Color Converter
Pick a color or paste a code and see it graphically and in Hex, RGB, RGBf, HSL, and HSV. Works offline.
Instructions
This simple tool shows a given color graphically and in different notations. You can either choose a color visually or enter a code you already have, to visualize it or convert it to another color coding standard.
Preview box — shows the current color.
Brightness bar — move left–right to set how bright or dark the color is.
Hue bar — move left–right to change the base tone (red, green, blue, etc).
Saturation/Value area (SV) — click or drag inside: left–right = more or less saturation, top–bottom = lighter or darker.
Swatches — quick examples: variations of your color, rainbow, grays, and recent picks. Click any to select.
Random Color — picks a new random color.
Values — five fields: Hex, RGB, RGBf, HSL, HSV. Enter a value in any field to update all others. Use Copy to copy the code.
Color formats mini guide
Concise but didactic
HEX
What: Base-16 triplet: #RRGGBB (or short #RGB → digits doubled).
How: Each pair encodes one channel (0–255) in hexadecimal.
Why: Compact, universal in the web platform, easy to paste in CSS.
Use: HTML/CSS colors, design handoff, style guides, quick sharing.
Tip: #FF0000 red, #00FF00 green, #0000FF blue, #00FF7F springgreen.
Mapping
#RRGGBB →
RR =
red (0–255),
GG =
green (0–255),
BB =
blue (0–255)
RGB (0–255)
What: Integer channels (R, G, B) each from 0 to 255. Example: rgb(255, 128, 0).
How: Represents per-channel light intensity (typically 8-bit per channel).
Why: Matches image files and graphics buffers.
Use: Image processing, CSS rgb(), canvas pixels.
Mental model (tiny)
origin = (0, 0, 0) black
R axis →,
G axis ↑,
B axis ⟂
bright orange ≈
(255, 165, 0)
light gray ≈
(200, 200, 200)
RGBf (0–1)
What: RGB as normalized floats: (1.0, 0.5, 0.0).
How: 255 → 1.0, 0 → 0.0.
Why: Preferred in shaders and color math.
Use: GLSL/HLSL, WebGL, GPU pipelines.
Quick conversion
0–255 → 0–1: divide by 255 (128 → 0.502)
0–1 → 0–255: round(x*255) (0.5 → 128)
HSL (Hue, Saturation, Lightness)
What: Separates hue (color type) from lightness and saturation.

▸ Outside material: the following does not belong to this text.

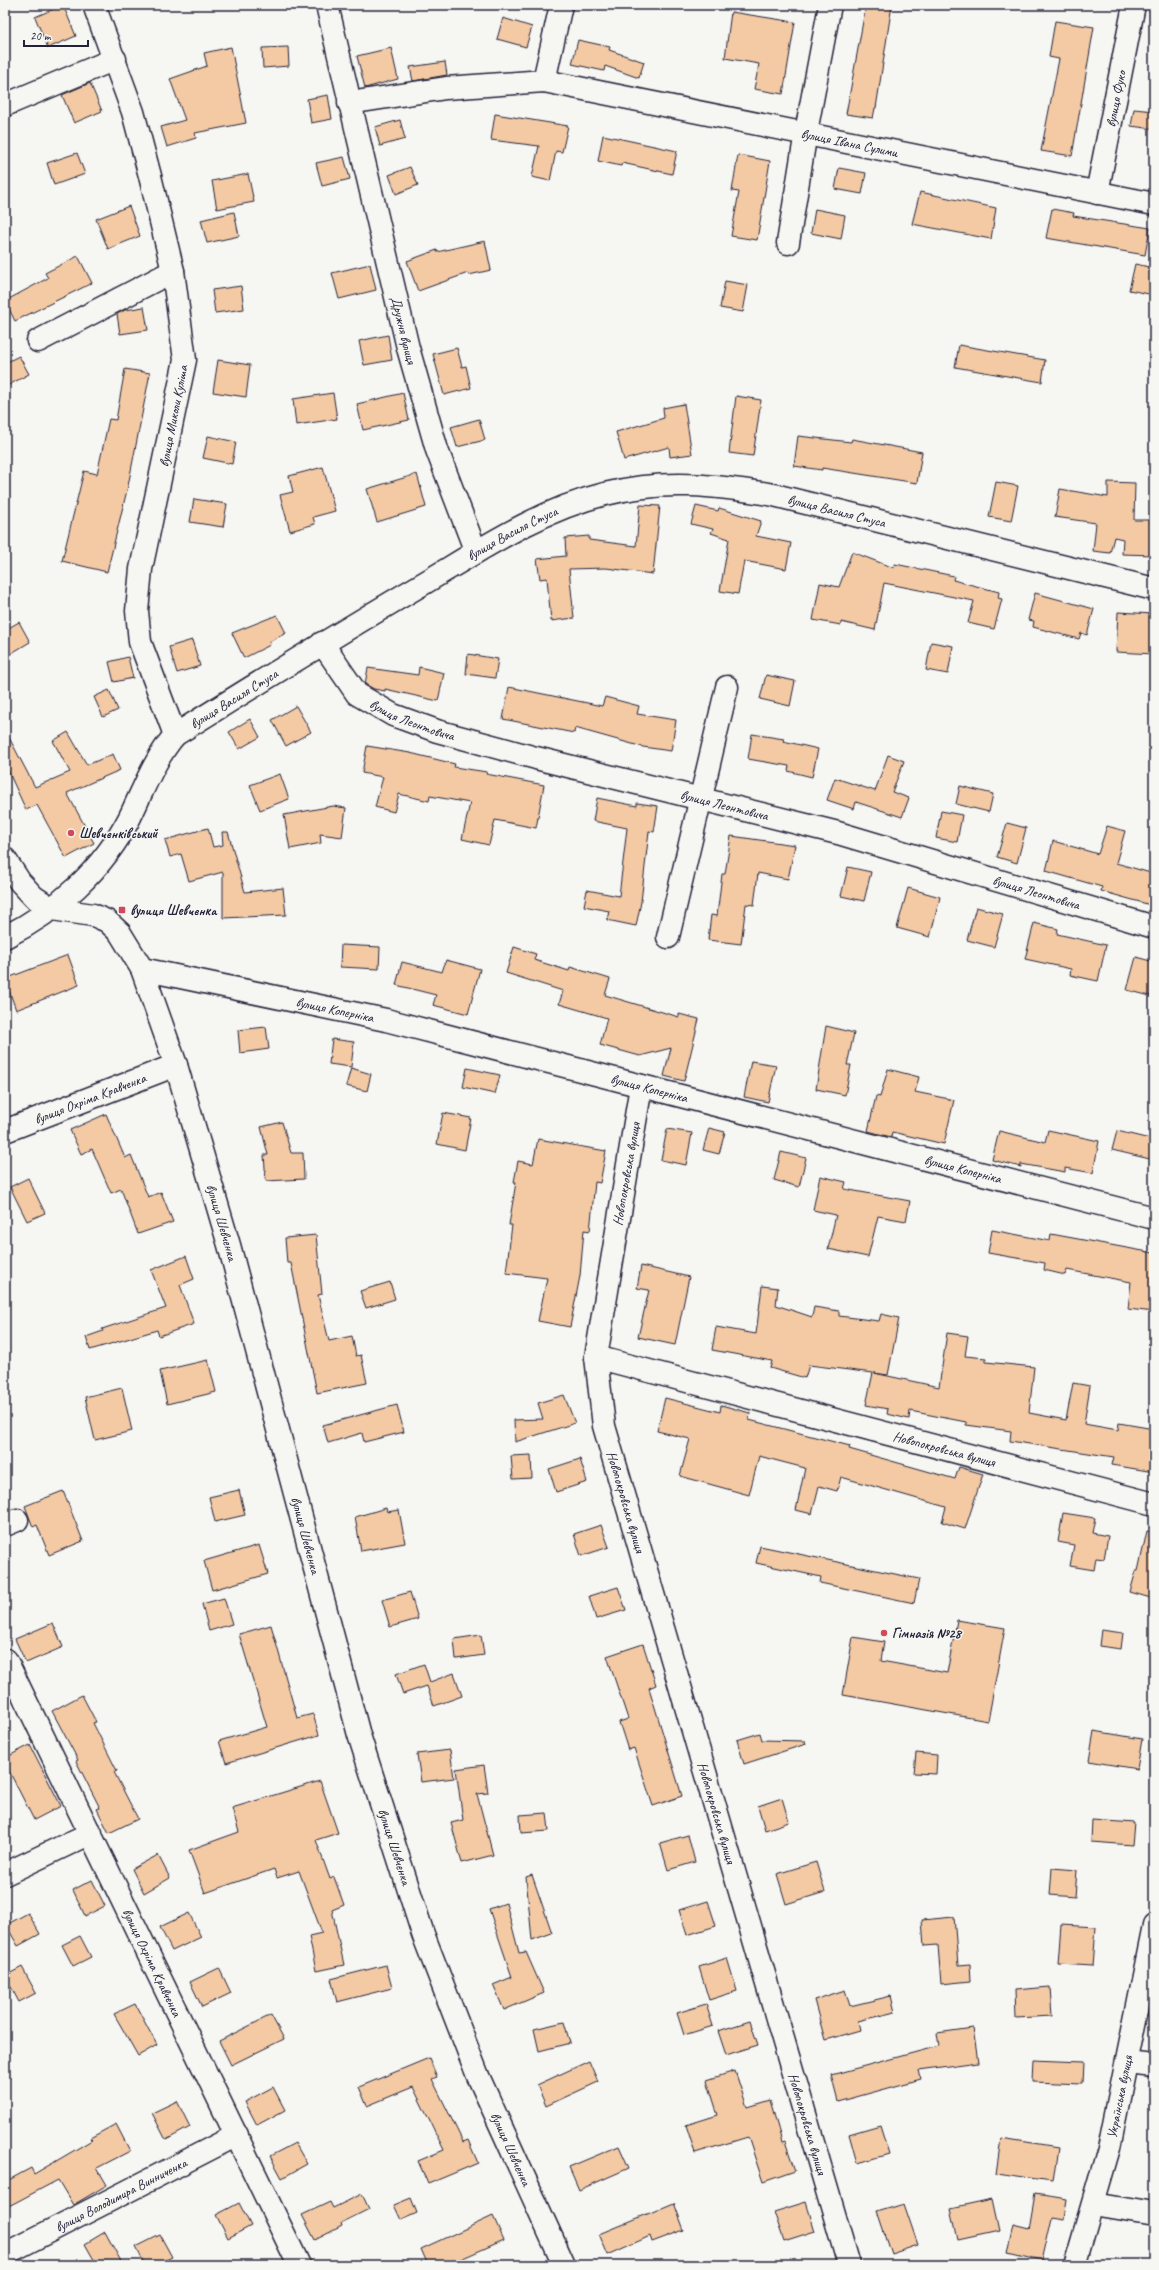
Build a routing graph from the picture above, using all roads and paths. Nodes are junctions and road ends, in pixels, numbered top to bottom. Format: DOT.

How: Hue: 0–360° around the wheel; Saturation: 0% gray → 100% vivid; Lightness: 0% black → 50% mid → 100% white.
Why: Great for palette building, accessible color variants.
Use: UI theming, design software.
Hue wheel
HSV (Hue, Saturation, Value)
What: Like HSL, but Value = max channel (brightness).
How: Hue: 0–360°, S: 0–100%, V: 0–100%.
Why: Matches paint-program pickers (hue wheel + S/V control).
Use: Digital painting, photo editors, picker UIs.
When to prefer which?
- Hex: web-ready, short codes.
- RGB: screenshots, 8-bit image data.
- RGBf: programming, shaders, math.
- HSL: design palettes, controlled variants.
- HSV: painting tools, intuitive pickers.
Cross-reference examples
Same color written five ways (springgreen):
- Hex: #00FF7F
- RGB: rgb(0, 255, 127)
- RGBf: 0.000, 1.000, 0.498
- HSL: 150°, 100%, 50%
- HSV: 150°, 100%, 100%
Note: CSS and most images use sRGB (gamma-encoded); do lighting math in linear space and convert back to sRGB for display.